Sentado lo anterior, el motivo debe ser desestimado , ya que examinada la causa se constata que no ha estado paralizada durante más de tres años (artículos 130.6 y 131.1 del CP ). Desde la presentación del escrito de defensa el 22 de julio de 2004, se remitió la causa al Juzgado competente para su enjuiciamiento, el juzgado de lo Penal el 22 de julio de 2004, dictándose auto de señalamiento del juicio oral el 9 de marzo de 2005 para el día 16 de marzo de 2005 . Tras cursar las oportunas citaciones , llegado el día del juicio se suspendió por la falta de citación del acusado quien había cambiado su domicilio sin comunicarlo al Juzgado. Se acordaron las requisitorias por auto de 7 de julio de 2006 y se dictó auto de rebeldía el 28 de septiembre de 2006 con el visto del Ministerio Fiscal el 6 de octubre de 2006. El 12 de diciembre de 2006 compareció el acusado comunicando su nuevo domicilio, dejándose sin efecto la requisitoria y señalándose nuevamente el juicio oral para el día 24 de julio de 2007, fecha en que se celebró. Por tanto, de lo expuesto se constata que el procedimiento no ha Estado paralizado durante un periodo superior a tres años, debiendo considerarse sustanciales a efectos de interrupción las diligencias de señalamiento de juicio y las practicadas para averiguar el paradero del acusado, ya que fueron debidas al hecho de cambiar de domicilio el acusado incumpliendo con su obligación procesal de ponerlo en conocimiento del órgano judicial. El recurso debe ser desestimado.

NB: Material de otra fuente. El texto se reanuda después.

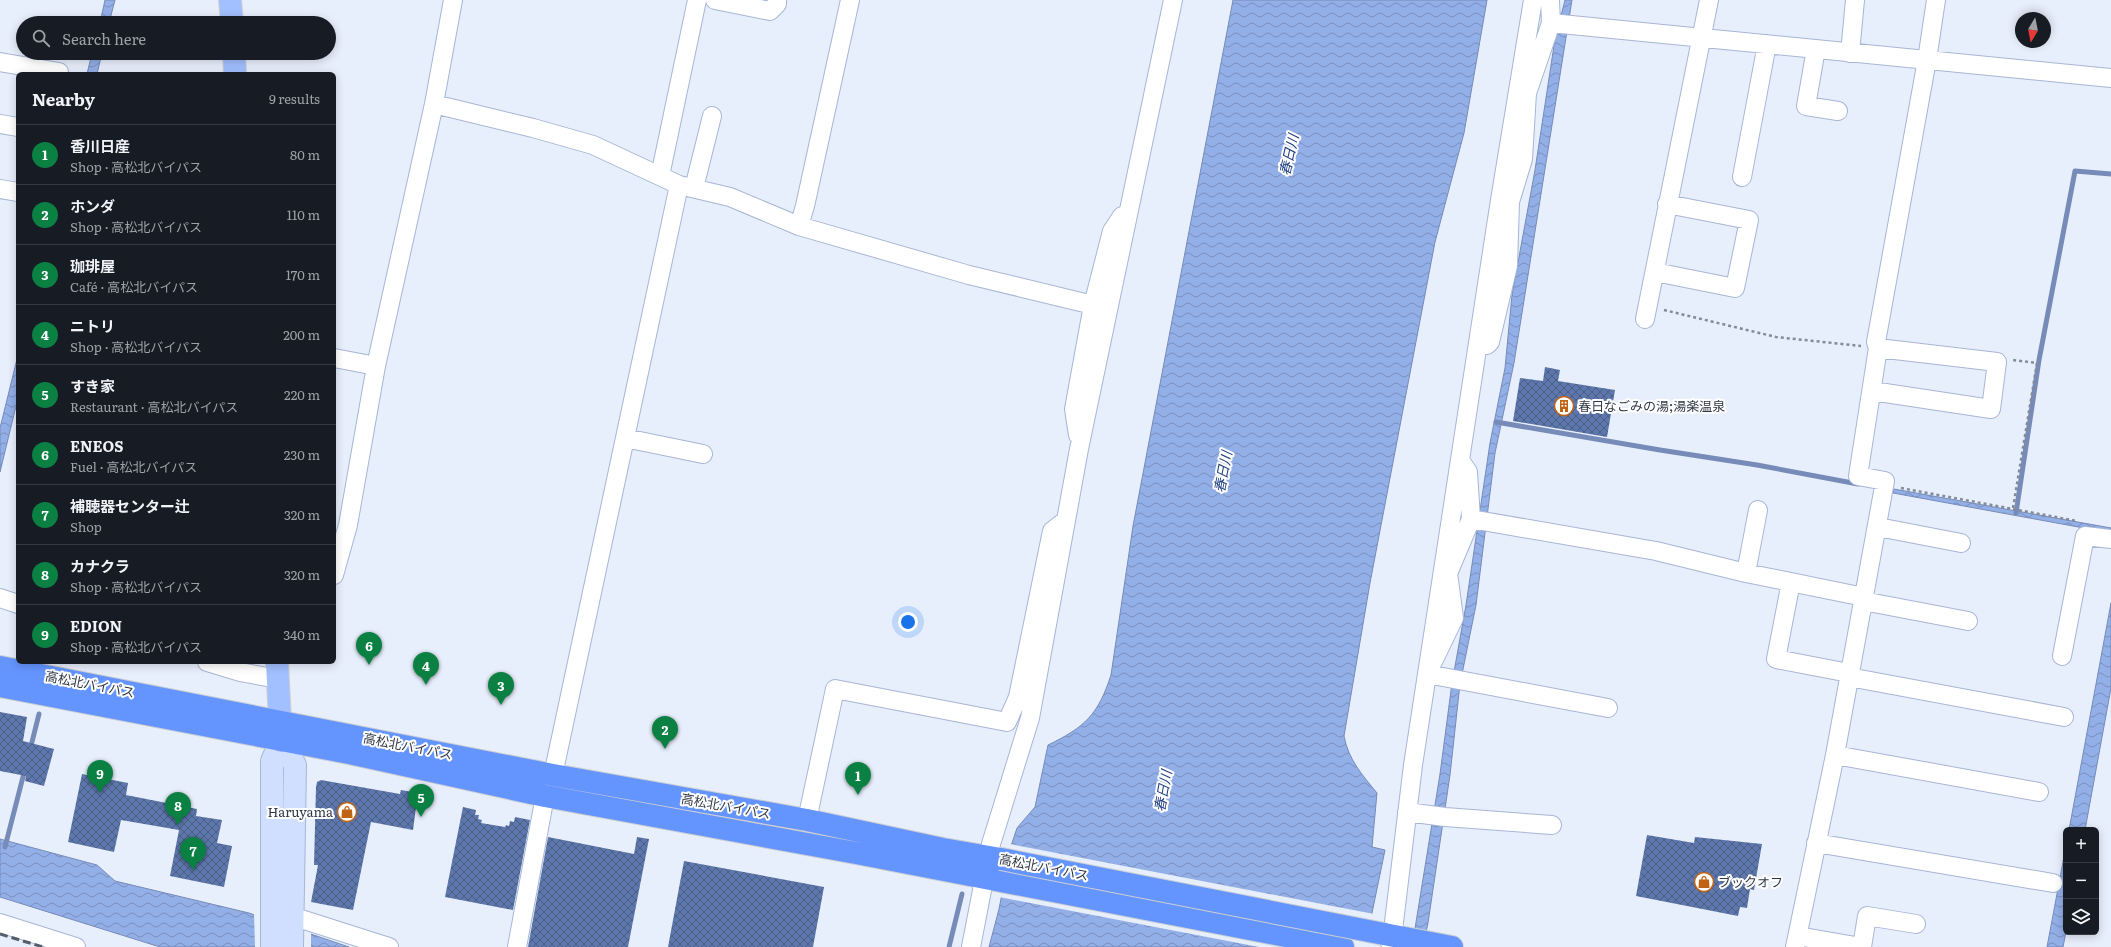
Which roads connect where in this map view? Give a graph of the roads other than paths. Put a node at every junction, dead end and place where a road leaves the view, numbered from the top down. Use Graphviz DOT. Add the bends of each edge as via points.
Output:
graph roads {
  1 [pos="230,0"];
  2 [pos="453,0"];
  3 [pos="697,0"];
  4 [pos="715,0"];
  5 [pos="777,0"];
  6 [pos="850,0"];
  7 [pos="1173,0"];
  8 [pos="1533,0"];
  9 [pos="1550,0"];
  10 [pos="1709,0"];
  11 [pos="1855,0"];
  12 [pos="1936,0"];
  13 [pos="231,16"];
  14 [pos="1551,23"];
  15 [pos="1701,38"];
  16 [pos="1767,44"];
  17 [pos="1816,50"];
  18 [pos="1850,53"];
  19 [pos="235,60"];
  20 [pos="1927,60"];
  21 [pos="0,62"];
  22 [pos="59,72"];
  23 [pos="236,72"];
  24 [pos="2111,78"];
  25 [pos="1522,93"];
  26 [pos="434,104"];
  27 [pos="1838,111"];
  28 [pos="712,116"];
  29 [pos="0,124"];
  30 [pos="16,127"];
  31 [pos="660,176"];
  32 [pos="1742,177"];
  33 [pos="687,187"];
  34 [pos="0,189"];
  35 [pos="16,192"];
  36 [pos="1131,202"];
  37 [pos="1667,204"];
  38 [pos="799,226"];
  39 [pos="1654,272"];
  40 [pos="1094,304"];
  41 [pos="1646,312"];
  42 [pos="1878,348"];
  43 [pos="336,358"];
  44 [pos="376,366"];
  45 [pos="1872,391"];
  46 [pos="625,438"];
  47 [pos="1079,449"];
  48 [pos="703,454"];
  49 [pos="1460,458"];
  50 [pos="1758,510"];
  51 [pos="1471,519"];
  52 [pos="1066,520"];
  53 [pos="1878,527"];
  54 [pos="2111,539"];
  55 [pos="1961,543"];
  56 [pos="336,568"];
  57 [pos="1445,572"];
  58 [pos="1746,573"];
  59 [pos="1791,582"];
  60 [pos="0,598"];
  61 [pos="1863,599"];
  62 [pos="16,603"];
  63 [pos="1968,621"];
  64 [pos="2062,656"];
  65 [pos="214,664"];
  66 [pos="0,666"];
  67 [pos="278,671"];
  68 [pos="1427,674"];
  69 [pos="1849,675"];
  70 [pos="0,686"];
  71 [pos="1608,708"];
  72 [pos="2064,717"];
  73 [pos="281,731"];
  74 [pos="1835,755"];
  75 [pos="553,775"];
  76 [pos="2040,792"];
  77 [pos="545,796"];
  78 [pos="1408,812"];
  79 [pos="807,820"];
  80 [pos="1552,825"];
  81 [pos="860,831"];
  82 [pos="1816,843"];
  83 [pos="856,853"];
  84 [pos="994,858"];
  85 [pos="990,880"];
  86 [pos="2053,883"];
  87 [pos="282,916"];
  88 [pos="0,923"];
  89 [pos="1916,924"];
  90 [pos="1401,939"];
  91 [pos="1797,941"];
  92 [pos="76,947"];
  93 [pos="272,947"];
  94 [pos="292,947"];
  95 [pos="389,947"];
  96 [pos="517,947"];
  97 [pos="971,947"];
  98 [pos="1343,947"];
  99 [pos="1452,947"];
  100 [pos="1862,947"];
  1 -- 13 [label="main road"];
  2 -- 26 [label="street"];
  3 -- 31 [label="street"];
  4 -- 5 [label="street" via="770,11"];
  6 -- 38 [label="street"];
  7 -- 36 [label="street"];
  8 -- 25 [label="street"];
  9 -- 14 [label="street"];
  10 -- 15 [label="street"];
  11 -- 18 [label="street"];
  12 -- 20 [label="street"];
  14 -- 15 [label="street"];
  14 -- 25 [label="street"];
  15 -- 16 [label="street"];
  15 -- 37 [label="street"];
  16 -- 17 [label="street"];
  16 -- 32 [label="street"];
  17 -- 18 [label="street"];
  17 -- 27 [label="street" via="1806,106"];
  18 -- 20 [label="street"];
  19 -- 23 [label="main road"];
  20 -- 24 [label="street"];
  20 -- 42 [label="street" via="1876,342"];
  21 -- 22 [label="street"];
  25 -- 49 [label="street"];
  26 -- 31 [label="street" via="593,145"];
  26 -- 44 [label="street"];
  28 -- 33 [label="street"];
  29 -- 30 [label="street"];
  31 -- 33 [label="street"];
  33 -- 38 [label="street" via="730,197"];
  33 -- 46 [label="street"];
  34 -- 35 [label="street"];
  36 -- 40 [label="street" via="1112,231"];
  36 -- 47 [label="street"];
  37 -- 39 [label="street"];
  37 -- 39 [label="street" via="1749,220 1735,288"];
  38 -- 40 [label="street" via="969,275"];
  39 -- 41 [label="street"];
  40 -- 47 [label="street" via="1074,409"];
  42 -- 45 [label="street"];
  42 -- 45 [label="street" via="1997,362 1991,409"];
  43 -- 44 [label="street"];
  44 -- 56 [label="street" via="348,526"];
  45 -- 53 [label="street" via="1858,476 1885,481"];
  46 -- 48 [label="street"];
  46 -- 75 [label="street"];
  47 -- 52 [label="street"];
  49 -- 51 [label="street" via="1468,472"];
  49 -- 57 [label="street"];
  50 -- 58 [label="street"];
  51 -- 57 [label="street"];
  51 -- 58 [label="street" via="1656,551"];
  52 -- 79 [label="street" via="1052,530 1018,697 1007,722 835,689"];
  52 -- 84 [label="street" via="1030,718 990,844"];
  53 -- 55 [label="street"];
  53 -- 61 [label="street"];
  54 -- 64 [label="street" via="2085,536"];
  57 -- 68 [label="street"];
  58 -- 59 [label="street"];
  59 -- 61 [label="street"];
  59 -- 69 [label="street" via="1776,659"];
  60 -- 62 [label="street"];
  61 -- 63 [label="street"];
  61 -- 69 [label="street"];
  65 -- 67 [label="street" via="240,672"];
  66 -- 73 [label="highway, 高松北バイパス"];
  67 -- 73 [label="main road"];
  68 -- 71 [label="street"];
  68 -- 78 [label="street"];
  69 -- 72 [label="street"];
  69 -- 74 [label="street"];
  70 -- 73 [label="highway, 高松北バイパス"];
  73 -- 75 [label="highway, 高松北バイパス"];
  73 -- 77 [label="highway, 高松北バイパス" via="349,753"];
  73 -- 87 [label="street" via="295,765"];
  74 -- 76 [label="street"];
  74 -- 82 [label="street"];
  75 -- 79 [label="highway, 高松北バイパス"];
  77 -- 83 [label="highway, 高松北バイパス"];
  77 -- 96 [label="street"];
  78 -- 80 [label="street"];
  78 -- 90 [label="street"];
  79 -- 81 [label="highway, 高松北バイパス"];
  81 -- 83 [label="highway"];
  81 -- 84 [label="highway, 高松北バイパス"];
  82 -- 86 [label="street"];
  82 -- 91 [label="street"];
  83 -- 85 [label="highway, 高松北バイパス"];
  84 -- 85 [label="street"];
  84 -- 90 [label="highway, 高松北バイパス, bridge"];
  85 -- 97 [label="street"];
  85 -- 98 [label="highway, 高松北バイパス"];
  87 -- 93 [label="street"];
  87 -- 94 [label="street"];
  87 -- 95 [label="street"];
  88 -- 92 [label="street"];
  89 -- 100 [label="street" via="1867,916"];
  90 -- 99 [label="highway, 高松北バイパス"];
  91 -- 100 [label="street"];
}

SEGUNDO.- Se declaran de oficio las costas de esta alzada a tenor del artículo 123 del Código Penal .
Vistos los preceptos legales citados y demás de pertinente aplicación.
Fallo
FALLO: Que desestimando el recurso de apelación interpuesto por la representación legal de D. Luis Pablo, debemos confirmar y confirmamos la Sentencia apelada, dictada en el presente Procedimiento Abreviado, por la Magistrada-Juez de lo Penal nº 1 de Orihuela, declarando de oficio las costas de esta alzada.
Notifíquese esta sentencia conforme a lo establecido en el art. 248.4 de la Ley Orgánica del Poder Judicial, haciendo constar que contra la misma no cabe recurso alguno. Y devuélvanse los autos originales al juzgado de procedencia, interesándose acuse de recibo, acompañados de certificación literal de la presente resolución a los oportunos efectos de cumplimiento de lo acordado , uniéndose otra al rollo de apelación.
Así, por esta nuestra Sentencia, definitivamente juzgando, lo pronunciamos, mandamos y firmamos.
PUBLICACION: La anterior Resolución ha sido leída y publicada en el día de su fecha por el Iltmo. Sr. ponente, estando la Sala reunida en audiencia publica. Doy fe.